End of the highway looms for Holden

By Greg Ansley

Carmaker faces extinction as US owners do the maths on Australian industry

Models like the 1974 HQ Kingswood have cemented the Holden name in Australian popular culture. Photo / Richard Robinson
Models like the 1974 HQ Kingswood have cemented the Holden name in Australian popular culture. Photo / Richard Robinson

Holden can still pick winners.

The troubled automotive manufacturer backed Australia in last week's league clash with New Zealand, and its about-to-be superseded VE Commodore has been voted the best car the nation has ever produced.

But it is pretty much all downhill from there. The company that tied itself to "football, meat pies and kangaroos" is facing the real prospect of eventual extinction as its American owners do the maths on the Australian car industry.

They are not good.

Rising costs, cut-throat competition, a limited domestic base and similar woes have already made the industry dependent on government subsidies - and even with these the outlook is dark.

While politicians and car bosses exude faith in long-term survival, Holden managing director Mike Devereux this month announced the loss of 500 more jobs - 170 went in December - with no assurances for the future.

"There are no guarantees about how many cars will be sold in 2016 or 2022, so I cannot guarantee how many human beings I will need seven to 10 years from now." Deveraux said.

Mitsubishi's former managing director, Graham Spurling, minced no words. His company pulled out of Australia in 2008, and he sees no future for Holden.

"For anybody like the Premier of South Australia to think Holden is going to stay here until 2022, as they say in that classic movie The Castle, 'He's dreaming, love'," Spurling told ABC radio.

"I also think Ford is on the cusp of shutting up shop as well."

BHP Billiton chairman Jac Nasser is equally gloomy.

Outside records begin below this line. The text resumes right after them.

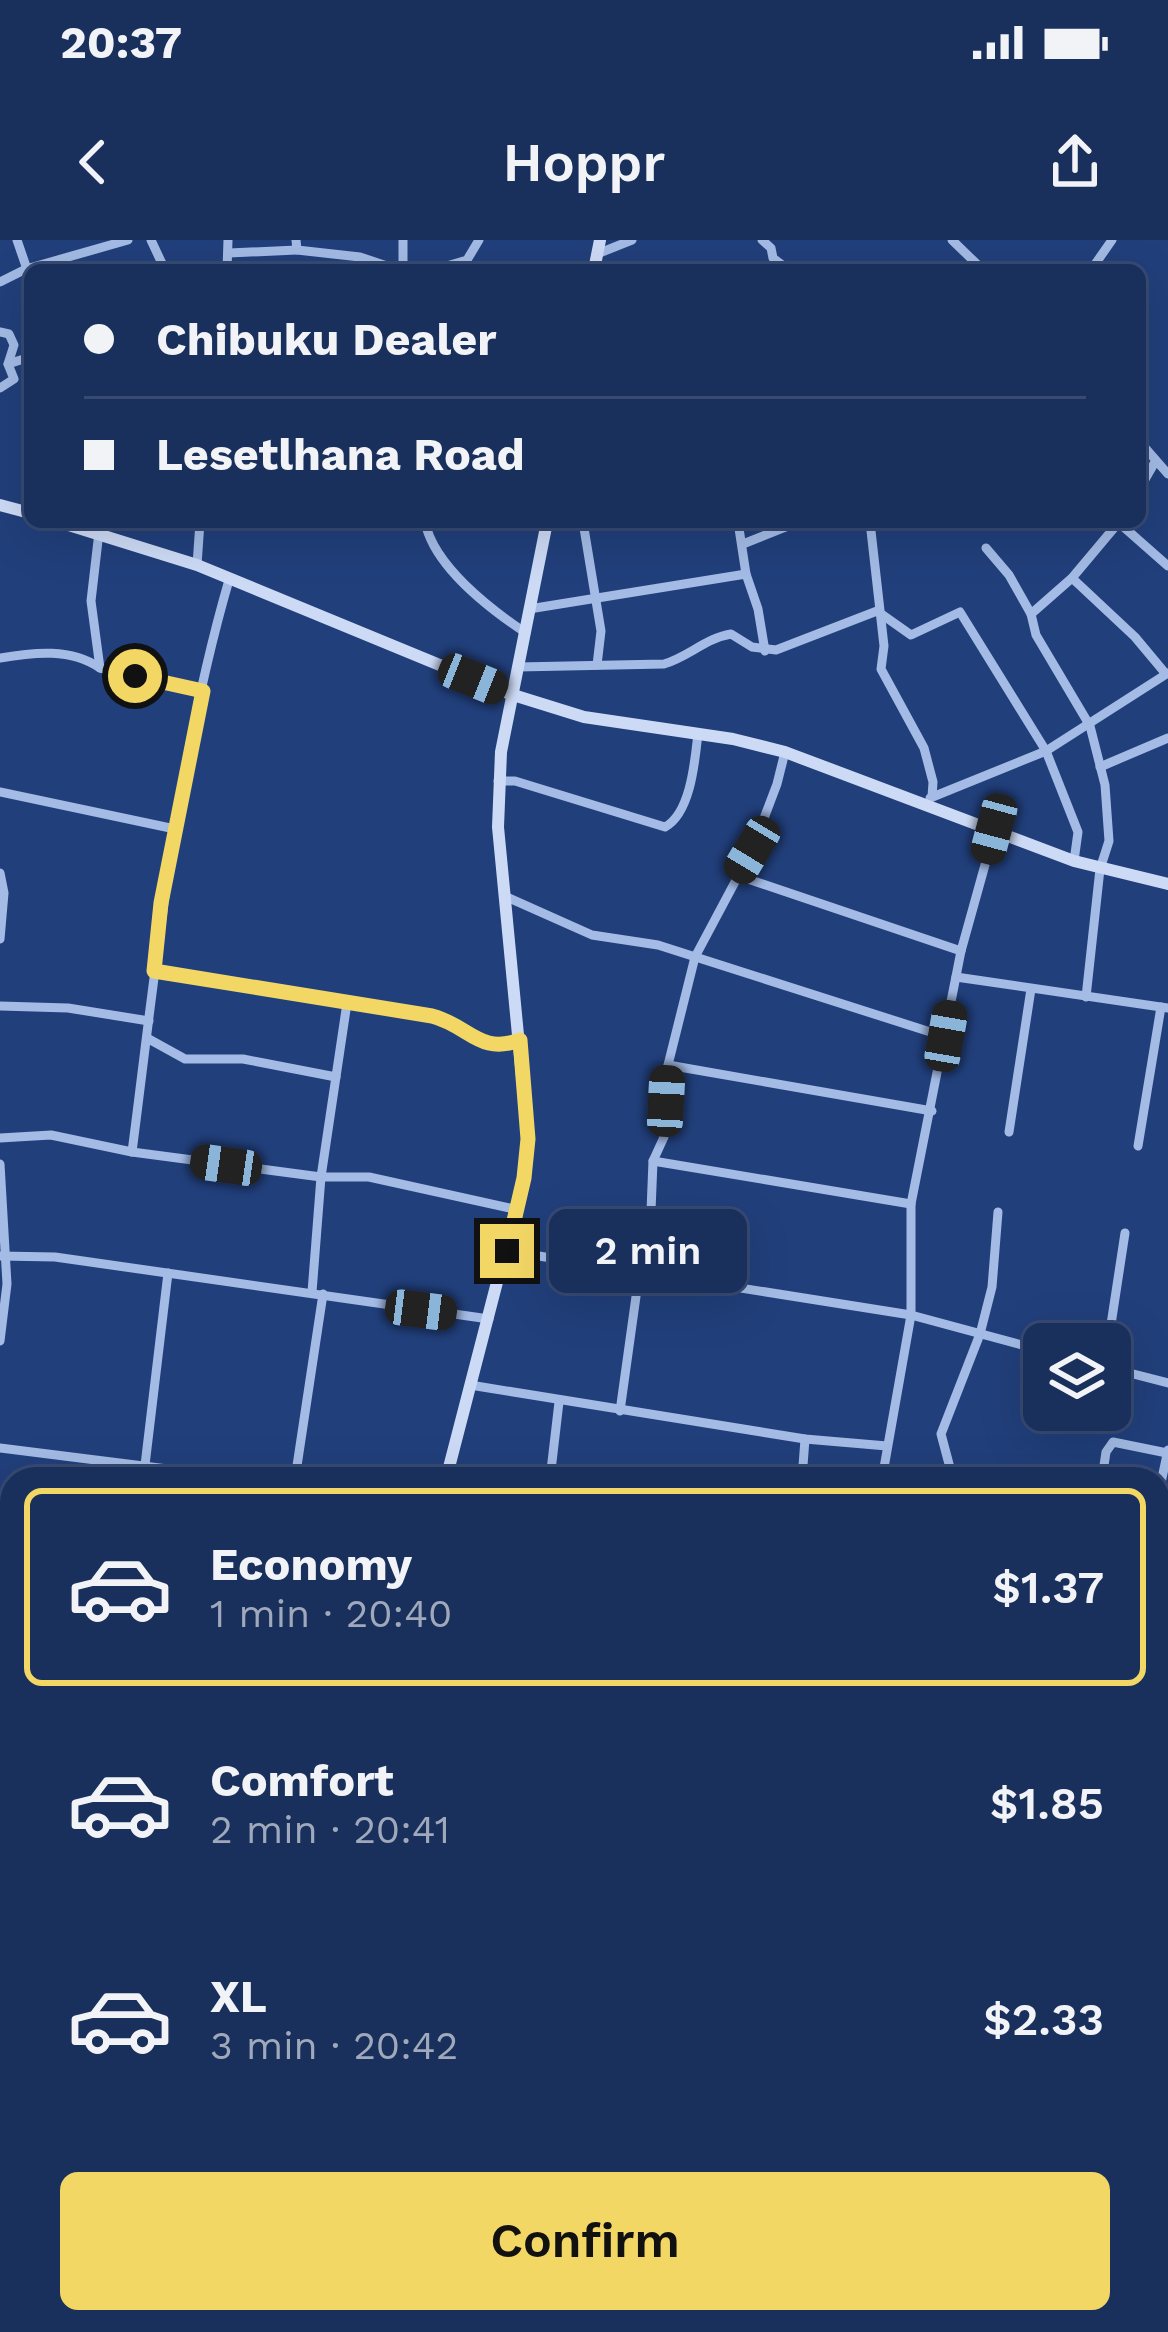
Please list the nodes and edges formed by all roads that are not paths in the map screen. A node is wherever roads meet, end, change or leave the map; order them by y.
1 (128, 240) edge
2 (228, 240) edge
3 (479, 240) edge
4 (632, 240) edge
5 (952, 240) edge
6 (296, 245) edge
7 (598, 247) edge
8 (230, 253) junction
9 (57, 264) edge
10 (228, 264) edge
11 (383, 264) edge
12 (454, 264) edge
13 (977, 264) edge
14 (0, 332) edge
15 (24, 358) edge
16 (8, 364) junction
17 (0, 388) edge
18 (1146, 450) edge
19 (1155, 462) junction
20 (1168, 474) edge
21 (1146, 478) edge
22 (87, 528) edge
23 (200, 528) edge
24 (428, 528) edge
25 (546, 528) edge
26 (584, 528) edge
27 (739, 528) edge
28 (783, 528) edge
29 (870, 528) edge
30 (1114, 528) edge
31 (1126, 528) edge
32 (99, 532) junction
33 (742, 544) junction
34 (986, 548) dead end
35 (197, 565) junction
36 (1168, 566) edge
37 (746, 574) junction
38 (1072, 578) junction
39 (230, 580) junction
40 (596, 601) junction
41 (529, 609) junction
42 (877, 611) junction
43 (1031, 614) junction
44 (526, 633) junction
45 (765, 651) junction
46 (0, 658) edge
47 (597, 665) junction
48 (518, 667) junction
49 (100, 668) junction
50 (1167, 673) edge
51 (203, 691) junction
52 (510, 694) junction
53 (1090, 726) junction
54 (698, 733) junction
55 (1168, 738) edge
56 (1046, 751) junction
57 (784, 752) junction
58 (1100, 767) junction
59 (498, 781) junction
60 (0, 792) edge
61 (925, 800) junction
62 (176, 829) junction
63 (994, 829) junction
64 (1074, 861) junction
65 (1100, 869) junction
66 (0, 873) edge
67 (736, 875) junction
68 (1168, 884) edge
69 (507, 897) junction
70 (0, 939) edge
71 (962, 951) junction
72 (694, 957) junction
73 (154, 971) junction
74 (956, 977) junction
75 (1031, 989) junction
76 (1086, 997) junction
77 (347, 1003) junction
78 (0, 1006) edge
79 (1164, 1008) edge
80 (149, 1021) junction
81 (946, 1036) junction
82 (147, 1038) junction
83 (520, 1040) junction
84 (668, 1065) junction
85 (336, 1077) junction
86 (932, 1111) junction
87 (1009, 1132) dead end
88 (0, 1138) edge
89 (1138, 1146) dead end
90 (132, 1152) junction
91 (653, 1161) junction
92 (0, 1164) edge
93 (321, 1177) junction
94 (911, 1204) junction
95 (514, 1210) junction
96 (651, 1211) dead end
97 (998, 1212) dead end
98 (1125, 1233) dead end
99 (507, 1251) junction
100 (3, 1256) edge
101 (168, 1274) junction
102 (639, 1275) junction
103 (317, 1293) junction
104 (911, 1315) junction
105 (489, 1319) junction
106 (1111, 1323) edge
107 (980, 1334) junction
108 (0, 1341) edge
109 (1023, 1345) edge
110 (1131, 1373) edge
111 (1168, 1383) edge
112 (470, 1385) junction
113 (560, 1402) junction
114 (620, 1412) junction
115 (805, 1439) junction
116 (887, 1446) junction
117 (0, 1448) edge
118 (1167, 1450) edge
119 (145, 1465) junction
120 (160, 1467) edge
121 (296, 1467) edge
122 (449, 1467) edge
123 (552, 1467) edge
124 (803, 1467) edge
125 (884, 1467) edge
126 (950, 1467) edge
127 (1104, 1467) edge

1 - 9 street
2 - 8 street
3 - 12 street
4 - 7 street
5 - 13 street
6 - 8 street
6 - 11 street
8 - 10 street
14 - 16 street
15 - 16 street
16 - 17 street
18 - 19 street
19 - 20 street
19 - 21 street
22 - 32 street
23 - 35 street
24 - 44 street
25 - 41 street
26 - 40 street
27 - 33 street
28 - 33 street
29 - 42 street
30 - 38 street
31 - 36 street
32 - 35 street
32 - 49 street
33 - 37 street
34 - 43 street
35 - 39 street
37 - 40 street
37 - 45 street
38 - 43 street
38 - 50 street
39 - 51 street
39 - 52 street
40 - 41 street
40 - 47 street
41 - 44 street
42 - 45 street
42 - 56 street
42 - 61 street
43 - 53 street
44 - 48 street
45 - 47 street
46 - 49 street
47 - 48 street
48 - 52 street
49 - 51 street
50 - 53 street
51 - 62 street
52 - 54 street
52 - 59 street
53 - 56 street
53 - 58 street
54 - 57 street
54 - 59 street
55 - 58 street
56 - 61 street
56 - 64 street
57 - 61 street
57 - 67 street
58 - 65 street
59 - 69 street
60 - 62 street
61 - 63 street
62 - 73 street
63 - 64 street
63 - 71 street
64 - 65 street
65 - 68 street
65 - 76 street
66 - 70 street
67 - 71 street
67 - 72 street
69 - 72 street
69 - 83 street
71 - 74 street
72 - 81 street
72 - 84 street
73 - 77 street
73 - 80 street
74 - 75 street
74 - 81 street
75 - 76 street
75 - 87 street
76 - 79 street
77 - 83 street
77 - 85 street
78 - 80 street
79 - 89 street
80 - 82 street
81 - 86 street
82 - 85 street
82 - 90 street
83 - 95 street
84 - 86 street
84 - 91 street
85 - 93 street
86 - 94 street
88 - 90 street
90 - 93 street
91 - 94 street
91 - 96 street
92 - 100 street
93 - 95 street
93 - 103 street
94 - 104 street
95 - 99 street
97 - 107 street
98 - 106 street
99 - 102 street
99 - 105 street
100 - 101 street
100 - 108 street
101 - 103 street
101 - 119 street
102 - 104 street
102 - 114 street
103 - 105 street
103 - 121 street
104 - 107 street
104 - 116 street
105 - 112 street
107 - 109 street
107 - 126 street
110 - 111 street
112 - 113 street
112 - 122 street
113 - 114 street
113 - 123 street
114 - 115 street
115 - 116 street
115 - 124 street
116 - 125 street
117 - 119 street
118 - 127 street
119 - 120 street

He was Ford's global chief for four years and said after Holden announced the latest job cuts that he had lost his earlier confidence in the survival of the Australian industry.

"The signs aren't good, and particularly when the car industry is reducing the number of engineers they have in the workforce, that's a leading indicator of a reduction in future programmes and future technology," he said.

With Mitsubishi's and Nissan's departures, only Holden, Ford and Toyota remain.

While Holden publicly expects to continue manufacturing until 2022, there is mounting speculation that Ford's refusal to guarantee production of the Falcon beyond 2016 could see the company shutting up shop.

The loss of Holden would be an immense blow to the Australian psyche, and to the nation's already struggling manufacturing sector.

Despite the fact that the former saddlery has been owned by General Motors since 1931, and spent much of its life producing rebadged versions of American, European and Japanese vehicles, including Chevrolets Toyotas, and Opels, it continues to be regarded as an Australian icon.

Its production lines and world-recognised design centre in Melbourne have, with the rest of the industry, been considered a strategic asset heavy in technology transfer and employment - directly and downstream, the industry accounts for about 50,000 jobs.

Employment now is probably the most urgent concern of Holden's problems.

In the past decade the company's difficulties have increased, losing share in a ruthless market.

The latest round of cuts will prune its workforce of 4000 by more than 10 per cent, and production by 10,000 cars a year. The design centre will be gutted, effectively ending local designs with the introduction of the VF Commodore. Sales of both the Commodore and the smaller Cruze have dived.

Holden has been hit by a series of blows common across the sector - the longer-term impact of earlier tariff cuts, declining local sales, and a high dollar that has boosted imports of cheaper foreign cars, many produced with heavy government subsidies.

Mr Deveraux described the market as "brutal", with costs of production in Australia rising 60 per cent in the past decade.

While a record 1.12 million new vehicles were sold in the year to last February, sales of Australian-made cars have halved since 2005.

Already small by world standards, the Australian market is looking even more like a losing horse to the remaining car manufacturers.

To keep production lines open the federal Government has handed Holden almost A$2 billion ($2.4 billion) since 2001, most recently A$275 million promised by the Commonwealth, Victoria and South Australia.

Across the industry, the federal Government is working through a car plan that between 2008-09 and 2020-21 will hand over A$5.2 billion, with possibly more if car fortunes continue to decline.

Facing the remorseless decline of Holden and other carmakers, SA and Victoria are also trying to convince Canberra and the other states to follow their policies requiring government fleet managers to give preference to Australian manufacturers - unlikely to be greeted enthusiastically by states struggling under rising costs and budget deficits.

Federally, Labour continues to back subsidies to support a "competitive and sustainable industry" but the Coalition, likely to win power in the September 14 election, wants alternatives to continued subsidies.